■ **What you are asked to do**:
So that nothing is lost, write out all the lines below exactly.

■ **Data records**:
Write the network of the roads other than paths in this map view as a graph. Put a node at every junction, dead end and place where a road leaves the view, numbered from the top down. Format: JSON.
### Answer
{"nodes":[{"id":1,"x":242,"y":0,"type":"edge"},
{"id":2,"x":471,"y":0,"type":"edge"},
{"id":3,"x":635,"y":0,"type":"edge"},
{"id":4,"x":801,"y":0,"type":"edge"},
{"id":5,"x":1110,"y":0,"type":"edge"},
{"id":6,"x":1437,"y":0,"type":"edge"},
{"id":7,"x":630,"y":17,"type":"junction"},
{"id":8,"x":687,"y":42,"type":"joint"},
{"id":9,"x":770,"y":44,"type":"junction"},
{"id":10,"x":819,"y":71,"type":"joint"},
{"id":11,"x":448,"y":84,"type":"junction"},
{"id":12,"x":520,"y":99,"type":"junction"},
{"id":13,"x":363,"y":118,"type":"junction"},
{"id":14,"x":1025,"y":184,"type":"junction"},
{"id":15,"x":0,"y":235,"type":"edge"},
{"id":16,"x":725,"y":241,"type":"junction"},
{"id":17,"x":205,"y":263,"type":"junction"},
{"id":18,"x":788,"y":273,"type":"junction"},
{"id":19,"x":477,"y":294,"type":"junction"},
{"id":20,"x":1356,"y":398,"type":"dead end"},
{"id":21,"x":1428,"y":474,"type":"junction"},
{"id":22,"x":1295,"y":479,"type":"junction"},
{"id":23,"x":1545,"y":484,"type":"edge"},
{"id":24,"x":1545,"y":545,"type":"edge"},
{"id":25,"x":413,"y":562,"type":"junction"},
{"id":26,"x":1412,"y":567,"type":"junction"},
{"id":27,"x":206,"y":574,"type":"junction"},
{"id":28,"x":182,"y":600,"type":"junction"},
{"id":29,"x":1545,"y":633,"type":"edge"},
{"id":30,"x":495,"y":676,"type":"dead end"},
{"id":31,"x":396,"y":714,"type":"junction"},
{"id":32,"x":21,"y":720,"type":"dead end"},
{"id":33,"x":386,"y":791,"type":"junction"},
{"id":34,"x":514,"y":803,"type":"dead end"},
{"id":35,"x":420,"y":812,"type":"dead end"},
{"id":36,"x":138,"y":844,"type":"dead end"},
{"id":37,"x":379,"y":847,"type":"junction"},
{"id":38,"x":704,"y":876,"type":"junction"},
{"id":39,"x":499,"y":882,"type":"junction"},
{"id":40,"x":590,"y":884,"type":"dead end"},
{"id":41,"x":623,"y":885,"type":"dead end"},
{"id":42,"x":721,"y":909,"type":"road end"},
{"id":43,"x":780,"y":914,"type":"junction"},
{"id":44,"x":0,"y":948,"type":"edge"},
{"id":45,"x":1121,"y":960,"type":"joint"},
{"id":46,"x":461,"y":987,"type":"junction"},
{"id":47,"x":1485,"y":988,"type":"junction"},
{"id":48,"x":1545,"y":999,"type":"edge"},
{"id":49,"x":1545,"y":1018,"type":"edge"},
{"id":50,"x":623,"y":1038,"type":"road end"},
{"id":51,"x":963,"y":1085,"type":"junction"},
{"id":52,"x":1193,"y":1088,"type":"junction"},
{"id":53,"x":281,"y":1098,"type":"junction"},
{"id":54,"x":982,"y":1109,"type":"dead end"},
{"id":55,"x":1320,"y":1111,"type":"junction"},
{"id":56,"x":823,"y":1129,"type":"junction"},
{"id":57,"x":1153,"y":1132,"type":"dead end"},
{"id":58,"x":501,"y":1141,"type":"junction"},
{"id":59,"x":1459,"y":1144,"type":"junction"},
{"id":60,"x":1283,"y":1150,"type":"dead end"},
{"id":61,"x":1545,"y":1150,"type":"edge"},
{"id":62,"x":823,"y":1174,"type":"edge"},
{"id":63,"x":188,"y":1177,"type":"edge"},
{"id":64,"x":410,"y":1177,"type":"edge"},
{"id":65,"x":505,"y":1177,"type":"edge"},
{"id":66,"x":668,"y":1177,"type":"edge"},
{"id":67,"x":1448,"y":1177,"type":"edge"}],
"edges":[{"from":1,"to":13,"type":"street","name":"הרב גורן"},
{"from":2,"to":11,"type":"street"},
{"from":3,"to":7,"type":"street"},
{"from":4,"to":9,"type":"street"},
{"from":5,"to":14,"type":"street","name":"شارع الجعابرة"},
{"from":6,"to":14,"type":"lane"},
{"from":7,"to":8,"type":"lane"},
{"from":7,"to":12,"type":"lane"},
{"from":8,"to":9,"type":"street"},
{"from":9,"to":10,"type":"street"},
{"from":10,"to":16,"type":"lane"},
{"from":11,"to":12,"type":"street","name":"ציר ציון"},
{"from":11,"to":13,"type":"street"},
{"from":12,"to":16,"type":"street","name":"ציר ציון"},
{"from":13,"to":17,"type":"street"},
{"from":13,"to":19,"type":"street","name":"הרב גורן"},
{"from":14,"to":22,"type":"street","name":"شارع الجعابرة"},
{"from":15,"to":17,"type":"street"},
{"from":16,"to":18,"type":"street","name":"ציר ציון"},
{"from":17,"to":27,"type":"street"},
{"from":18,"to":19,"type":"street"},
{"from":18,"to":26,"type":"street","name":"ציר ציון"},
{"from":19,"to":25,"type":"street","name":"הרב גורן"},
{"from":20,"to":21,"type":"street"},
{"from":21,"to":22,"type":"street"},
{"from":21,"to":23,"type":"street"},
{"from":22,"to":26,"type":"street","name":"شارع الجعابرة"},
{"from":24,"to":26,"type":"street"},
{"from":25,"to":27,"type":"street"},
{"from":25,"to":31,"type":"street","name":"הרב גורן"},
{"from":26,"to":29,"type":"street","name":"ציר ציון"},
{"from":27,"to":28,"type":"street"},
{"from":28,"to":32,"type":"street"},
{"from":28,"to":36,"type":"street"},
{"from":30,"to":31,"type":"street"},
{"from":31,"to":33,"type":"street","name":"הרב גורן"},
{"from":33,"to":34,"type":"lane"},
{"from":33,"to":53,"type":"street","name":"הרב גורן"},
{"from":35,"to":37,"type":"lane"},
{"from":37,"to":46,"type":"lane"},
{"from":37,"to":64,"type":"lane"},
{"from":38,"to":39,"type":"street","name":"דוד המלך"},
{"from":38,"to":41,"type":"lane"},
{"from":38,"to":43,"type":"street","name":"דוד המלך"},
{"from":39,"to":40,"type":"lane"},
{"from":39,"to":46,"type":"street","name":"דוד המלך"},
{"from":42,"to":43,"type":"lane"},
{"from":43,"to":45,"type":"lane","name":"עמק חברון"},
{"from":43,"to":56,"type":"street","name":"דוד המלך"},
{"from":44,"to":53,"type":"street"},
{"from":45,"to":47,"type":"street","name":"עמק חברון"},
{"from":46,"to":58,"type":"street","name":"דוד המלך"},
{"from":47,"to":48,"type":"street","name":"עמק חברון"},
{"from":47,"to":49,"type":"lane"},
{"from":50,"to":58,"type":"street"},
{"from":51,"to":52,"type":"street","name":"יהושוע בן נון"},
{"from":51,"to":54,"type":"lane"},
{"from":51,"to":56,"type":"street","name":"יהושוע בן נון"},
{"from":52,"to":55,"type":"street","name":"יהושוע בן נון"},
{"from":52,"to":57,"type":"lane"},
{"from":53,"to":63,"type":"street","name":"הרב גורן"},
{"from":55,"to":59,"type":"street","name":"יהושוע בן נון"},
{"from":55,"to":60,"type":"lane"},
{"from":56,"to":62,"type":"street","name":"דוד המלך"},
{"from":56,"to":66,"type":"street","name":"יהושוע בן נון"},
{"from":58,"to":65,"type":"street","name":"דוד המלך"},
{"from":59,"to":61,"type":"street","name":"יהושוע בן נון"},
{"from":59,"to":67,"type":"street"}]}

■ **Task answer**:
Write the network of the roads other than paths in this map view as a graph. Put a node at every junction, dead end and place where a road leaves the view, numbered from the top down. Format: JSON.
### Answer
{"nodes":[{"id":1,"x":242,"y":0,"type":"edge"},
{"id":2,"x":471,"y":0,"type":"edge"},
{"id":3,"x":635,"y":0,"type":"edge"},
{"id":4,"x":801,"y":0,"type":"edge"},
{"id":5,"x":1110,"y":0,"type":"edge"},
{"id":6,"x":1437,"y":0,"type":"edge"},
{"id":7,"x":630,"y":17,"type":"junction"},
{"id":8,"x":687,"y":42,"type":"joint"},
{"id":9,"x":770,"y":44,"type":"junction"},
{"id":10,"x":819,"y":71,"type":"joint"},
{"id":11,"x":448,"y":84,"type":"junction"},
{"id":12,"x":520,"y":99,"type":"junction"},
{"id":13,"x":363,"y":118,"type":"junction"},
{"id":14,"x":1025,"y":184,"type":"junction"},
{"id":15,"x":0,"y":235,"type":"edge"},
{"id":16,"x":725,"y":241,"type":"junction"},
{"id":17,"x":205,"y":263,"type":"junction"},
{"id":18,"x":788,"y":273,"type":"junction"},
{"id":19,"x":477,"y":294,"type":"junction"},
{"id":20,"x":1356,"y":398,"type":"dead end"},
{"id":21,"x":1428,"y":474,"type":"junction"},
{"id":22,"x":1295,"y":479,"type":"junction"},
{"id":23,"x":1545,"y":484,"type":"edge"},
{"id":24,"x":1545,"y":545,"type":"edge"},
{"id":25,"x":413,"y":562,"type":"junction"},
{"id":26,"x":1412,"y":567,"type":"junction"},
{"id":27,"x":206,"y":574,"type":"junction"},
{"id":28,"x":182,"y":600,"type":"junction"},
{"id":29,"x":1545,"y":633,"type":"edge"},
{"id":30,"x":495,"y":676,"type":"dead end"},
{"id":31,"x":396,"y":714,"type":"junction"},
{"id":32,"x":21,"y":720,"type":"dead end"},
{"id":33,"x":386,"y":791,"type":"junction"},
{"id":34,"x":514,"y":803,"type":"dead end"},
{"id":35,"x":420,"y":812,"type":"dead end"},
{"id":36,"x":138,"y":844,"type":"dead end"},
{"id":37,"x":379,"y":847,"type":"junction"},
{"id":38,"x":704,"y":876,"type":"junction"},
{"id":39,"x":499,"y":882,"type":"junction"},
{"id":40,"x":590,"y":884,"type":"dead end"},
{"id":41,"x":623,"y":885,"type":"dead end"},
{"id":42,"x":721,"y":909,"type":"road end"},
{"id":43,"x":780,"y":914,"type":"junction"},
{"id":44,"x":0,"y":948,"type":"edge"},
{"id":45,"x":1121,"y":960,"type":"joint"},
{"id":46,"x":461,"y":987,"type":"junction"},
{"id":47,"x":1485,"y":988,"type":"junction"},
{"id":48,"x":1545,"y":999,"type":"edge"},
{"id":49,"x":1545,"y":1018,"type":"edge"},
{"id":50,"x":623,"y":1038,"type":"road end"},
{"id":51,"x":963,"y":1085,"type":"junction"},
{"id":52,"x":1193,"y":1088,"type":"junction"},
{"id":53,"x":281,"y":1098,"type":"junction"},
{"id":54,"x":982,"y":1109,"type":"dead end"},
{"id":55,"x":1320,"y":1111,"type":"junction"},
{"id":56,"x":823,"y":1129,"type":"junction"},
{"id":57,"x":1153,"y":1132,"type":"dead end"},
{"id":58,"x":501,"y":1141,"type":"junction"},
{"id":59,"x":1459,"y":1144,"type":"junction"},
{"id":60,"x":1283,"y":1150,"type":"dead end"},
{"id":61,"x":1545,"y":1150,"type":"edge"},
{"id":62,"x":823,"y":1174,"type":"edge"},
{"id":63,"x":188,"y":1177,"type":"edge"},
{"id":64,"x":410,"y":1177,"type":"edge"},
{"id":65,"x":505,"y":1177,"type":"edge"},
{"id":66,"x":668,"y":1177,"type":"edge"},
{"id":67,"x":1448,"y":1177,"type":"edge"}],
"edges":[{"from":1,"to":13,"type":"street","name":"הרב גורן"},
{"from":2,"to":11,"type":"street"},
{"from":3,"to":7,"type":"street"},
{"from":4,"to":9,"type":"street"},
{"from":5,"to":14,"type":"street","name":"شارع الجعابرة"},
{"from":6,"to":14,"type":"lane"},
{"from":7,"to":8,"type":"lane"},
{"from":7,"to":12,"type":"lane"},
{"from":8,"to":9,"type":"street"},
{"from":9,"to":10,"type":"street"},
{"from":10,"to":16,"type":"lane"},
{"from":11,"to":12,"type":"street","name":"ציר ציון"},
{"from":11,"to":13,"type":"street"},
{"from":12,"to":16,"type":"street","name":"ציר ציון"},
{"from":13,"to":17,"type":"street"},
{"from":13,"to":19,"type":"street","name":"הרב גורן"},
{"from":14,"to":22,"type":"street","name":"شارع الجعابرة"},
{"from":15,"to":17,"type":"street"},
{"from":16,"to":18,"type":"street","name":"ציר ציון"},
{"from":17,"to":27,"type":"street"},
{"from":18,"to":19,"type":"street"},
{"from":18,"to":26,"type":"street","name":"ציר ציון"},
{"from":19,"to":25,"type":"street","name":"הרב גורן"},
{"from":20,"to":21,"type":"street"},
{"from":21,"to":22,"type":"street"},
{"from":21,"to":23,"type":"street"},
{"from":22,"to":26,"type":"street","name":"شارع الجعابرة"},
{"from":24,"to":26,"type":"street"},
{"from":25,"to":27,"type":"street"},
{"from":25,"to":31,"type":"street","name":"הרב גורן"},
{"from":26,"to":29,"type":"street","name":"ציר ציון"},
{"from":27,"to":28,"type":"street"},
{"from":28,"to":32,"type":"street"},
{"from":28,"to":36,"type":"street"},
{"from":30,"to":31,"type":"street"},
{"from":31,"to":33,"type":"street","name":"הרב גורן"},
{"from":33,"to":34,"type":"lane"},
{"from":33,"to":53,"type":"street","name":"הרב גורן"},
{"from":35,"to":37,"type":"lane"},
{"from":37,"to":46,"type":"lane"},
{"from":37,"to":64,"type":"lane"},
{"from":38,"to":39,"type":"street","name":"דוד המלך"},
{"from":38,"to":41,"type":"lane"},
{"from":38,"to":43,"type":"street","name":"דוד המלך"},
{"from":39,"to":40,"type":"lane"},
{"from":39,"to":46,"type":"street","name":"דוד המלך"},
{"from":42,"to":43,"type":"lane"},
{"from":43,"to":45,"type":"lane","name":"עמק חברון"},
{"from":43,"to":56,"type":"street","name":"דוד המלך"},
{"from":44,"to":53,"type":"street"},
{"from":45,"to":47,"type":"street","name":"עמק חברון"},
{"from":46,"to":58,"type":"street","name":"דוד המלך"},
{"from":47,"to":48,"type":"street","name":"עמק חברון"},
{"from":47,"to":49,"type":"lane"},
{"from":50,"to":58,"type":"street"},
{"from":51,"to":52,"type":"street","name":"יהושוע בן נון"},
{"from":51,"to":54,"type":"lane"},
{"from":51,"to":56,"type":"street","name":"יהושוע בן נון"},
{"from":52,"to":55,"type":"street","name":"יהושוע בן נון"},
{"from":52,"to":57,"type":"lane"},
{"from":53,"to":63,"type":"street","name":"הרב גורן"},
{"from":55,"to":59,"type":"street","name":"יהושוע בן נון"},
{"from":55,"to":60,"type":"lane"},
{"from":56,"to":62,"type":"street","name":"דוד המלך"},
{"from":56,"to":66,"type":"street","name":"יהושוע בן נון"},
{"from":58,"to":65,"type":"street","name":"דוד המלך"},
{"from":59,"to":61,"type":"street","name":"יהושוע בן נון"},
{"from":59,"to":67,"type":"street"}]}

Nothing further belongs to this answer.